El primero que nombró a alguien se supo nombrado. Se descubrió. Y hasta se puso nombre para distinguirse de él mismo. Darle nombre a un árbol, a un animal. Darle nombre a un río, a un lago, a un mar es crearlo. Cada vez que nombramos o nos nombran nos inventan. Nos hacen visibles.

“En el principio fue el Verbo”. Sí, el Nombre. Un verbo también nombra. El verbo es persona. Dios es el Verbo. Él se nombró. Se hizo.

Cómodo hablar en primera persona del plural, enfático en nombrarse con el otro y ser parte de quien también se hace nombrar. Enseñar la cédula de identidad o el pasaporte nos hace nombrados, existentes. Sin nombre no somos.

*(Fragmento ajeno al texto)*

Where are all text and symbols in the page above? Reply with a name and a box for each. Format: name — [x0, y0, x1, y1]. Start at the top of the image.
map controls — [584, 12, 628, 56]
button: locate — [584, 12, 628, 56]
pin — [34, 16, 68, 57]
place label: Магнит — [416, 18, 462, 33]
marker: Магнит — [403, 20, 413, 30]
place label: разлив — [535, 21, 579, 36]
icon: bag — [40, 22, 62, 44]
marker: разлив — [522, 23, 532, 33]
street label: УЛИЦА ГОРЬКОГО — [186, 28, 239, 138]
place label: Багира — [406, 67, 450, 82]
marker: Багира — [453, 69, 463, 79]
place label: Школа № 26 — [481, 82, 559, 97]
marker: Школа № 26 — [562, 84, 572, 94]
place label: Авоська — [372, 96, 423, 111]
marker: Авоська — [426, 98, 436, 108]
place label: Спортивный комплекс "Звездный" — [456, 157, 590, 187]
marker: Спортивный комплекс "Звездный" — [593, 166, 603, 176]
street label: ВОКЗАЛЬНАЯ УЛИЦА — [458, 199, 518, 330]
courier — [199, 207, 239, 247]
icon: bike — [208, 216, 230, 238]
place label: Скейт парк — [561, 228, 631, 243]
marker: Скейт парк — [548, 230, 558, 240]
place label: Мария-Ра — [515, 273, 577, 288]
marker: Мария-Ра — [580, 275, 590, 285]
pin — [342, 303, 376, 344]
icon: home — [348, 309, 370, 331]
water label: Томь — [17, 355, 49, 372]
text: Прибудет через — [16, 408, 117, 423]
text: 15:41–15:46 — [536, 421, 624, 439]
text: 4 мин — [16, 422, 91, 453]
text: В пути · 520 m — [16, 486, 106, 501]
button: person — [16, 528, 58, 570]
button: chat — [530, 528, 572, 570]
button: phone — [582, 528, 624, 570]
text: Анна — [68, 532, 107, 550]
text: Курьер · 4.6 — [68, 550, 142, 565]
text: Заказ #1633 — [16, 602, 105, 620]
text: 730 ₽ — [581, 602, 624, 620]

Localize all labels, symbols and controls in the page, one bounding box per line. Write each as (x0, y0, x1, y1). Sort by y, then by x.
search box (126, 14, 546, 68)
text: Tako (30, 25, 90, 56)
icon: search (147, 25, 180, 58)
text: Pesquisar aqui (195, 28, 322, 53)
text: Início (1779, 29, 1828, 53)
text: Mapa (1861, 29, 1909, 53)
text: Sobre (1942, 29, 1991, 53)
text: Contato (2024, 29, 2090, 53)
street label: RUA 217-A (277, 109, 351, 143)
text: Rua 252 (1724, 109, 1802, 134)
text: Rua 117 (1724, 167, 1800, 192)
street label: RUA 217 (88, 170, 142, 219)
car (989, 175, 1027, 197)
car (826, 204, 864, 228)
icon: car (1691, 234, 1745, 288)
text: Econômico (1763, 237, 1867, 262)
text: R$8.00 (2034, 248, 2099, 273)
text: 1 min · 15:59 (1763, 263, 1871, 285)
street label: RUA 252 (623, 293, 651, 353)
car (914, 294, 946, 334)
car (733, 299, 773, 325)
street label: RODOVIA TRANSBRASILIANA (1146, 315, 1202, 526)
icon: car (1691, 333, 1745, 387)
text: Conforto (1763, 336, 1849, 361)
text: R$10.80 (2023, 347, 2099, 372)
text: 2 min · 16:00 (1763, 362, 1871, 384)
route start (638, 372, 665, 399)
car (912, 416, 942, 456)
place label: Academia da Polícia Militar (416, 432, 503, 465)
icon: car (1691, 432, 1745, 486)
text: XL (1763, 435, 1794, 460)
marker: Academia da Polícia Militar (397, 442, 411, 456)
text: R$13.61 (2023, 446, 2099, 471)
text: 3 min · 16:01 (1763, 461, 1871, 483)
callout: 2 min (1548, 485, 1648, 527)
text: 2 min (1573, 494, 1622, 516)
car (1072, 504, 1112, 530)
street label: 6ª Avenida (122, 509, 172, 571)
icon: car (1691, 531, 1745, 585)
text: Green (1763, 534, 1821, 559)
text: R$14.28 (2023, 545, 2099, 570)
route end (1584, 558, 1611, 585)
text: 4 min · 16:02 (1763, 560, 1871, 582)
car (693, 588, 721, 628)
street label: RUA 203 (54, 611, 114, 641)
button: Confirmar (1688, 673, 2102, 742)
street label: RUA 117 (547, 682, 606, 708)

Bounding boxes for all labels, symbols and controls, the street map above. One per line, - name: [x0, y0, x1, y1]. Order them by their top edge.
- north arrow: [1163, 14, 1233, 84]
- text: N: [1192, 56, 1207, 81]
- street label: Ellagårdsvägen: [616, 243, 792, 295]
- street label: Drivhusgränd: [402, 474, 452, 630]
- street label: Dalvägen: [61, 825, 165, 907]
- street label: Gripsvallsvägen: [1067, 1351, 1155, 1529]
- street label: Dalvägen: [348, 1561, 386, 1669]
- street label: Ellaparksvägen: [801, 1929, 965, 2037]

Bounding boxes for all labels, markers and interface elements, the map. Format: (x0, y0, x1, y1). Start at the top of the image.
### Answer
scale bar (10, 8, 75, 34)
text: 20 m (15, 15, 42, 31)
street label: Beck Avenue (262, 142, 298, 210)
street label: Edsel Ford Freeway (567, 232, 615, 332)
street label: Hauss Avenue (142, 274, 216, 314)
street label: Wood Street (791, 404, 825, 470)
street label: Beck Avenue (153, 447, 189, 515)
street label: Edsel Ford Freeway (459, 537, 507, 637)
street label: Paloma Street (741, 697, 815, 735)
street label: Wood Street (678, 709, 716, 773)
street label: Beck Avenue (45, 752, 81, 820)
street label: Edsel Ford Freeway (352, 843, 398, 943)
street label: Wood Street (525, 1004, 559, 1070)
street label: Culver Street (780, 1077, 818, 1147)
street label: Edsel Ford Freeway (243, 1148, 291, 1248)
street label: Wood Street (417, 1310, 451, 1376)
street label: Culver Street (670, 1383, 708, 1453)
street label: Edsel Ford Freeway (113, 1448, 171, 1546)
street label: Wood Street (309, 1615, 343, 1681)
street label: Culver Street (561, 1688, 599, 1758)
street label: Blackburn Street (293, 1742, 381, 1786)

Quien nombra en esta curiosidad, Los nombres (Editorial Pre-Textos, España, 2016), una novela que no es novela, pero que también lo es porque la novela es así de libre, escrita por el nombrado Fedosy Santaella, que resultara ganadora del XLVII Premio Internacional de Novela Corta “Ciudad de Barbastro”, se sabe nombre nombrado porque recorre las páginas de esta muy personal aventura en la que él, el novelista, es el nombre que la hace, que la macera a través de su propio nombre. Estamos frente a un libro al que no se le puede negar su carácter de novela porque el autor la estructuró para relatar una historia, una representación: se trata de la elaboración de un emprendimiento narrativo que para el lector común no es una novela, toda vez que no tiene comienzo ni fin y cuyo argumento es fragmentado o refractario porque refleja y multiplica el rostro del nombrado. Es decir, la novela suscita en el lector novicio muchas preguntas, y hasta quebraderos de cabeza al darse cuenta de que un sujeto bautizado como Fedosy cuenta su propia historia en primera persona y se da el lujo de convertirse en personaje a los ojos del lector y hasta afirmar que se trata de una novela.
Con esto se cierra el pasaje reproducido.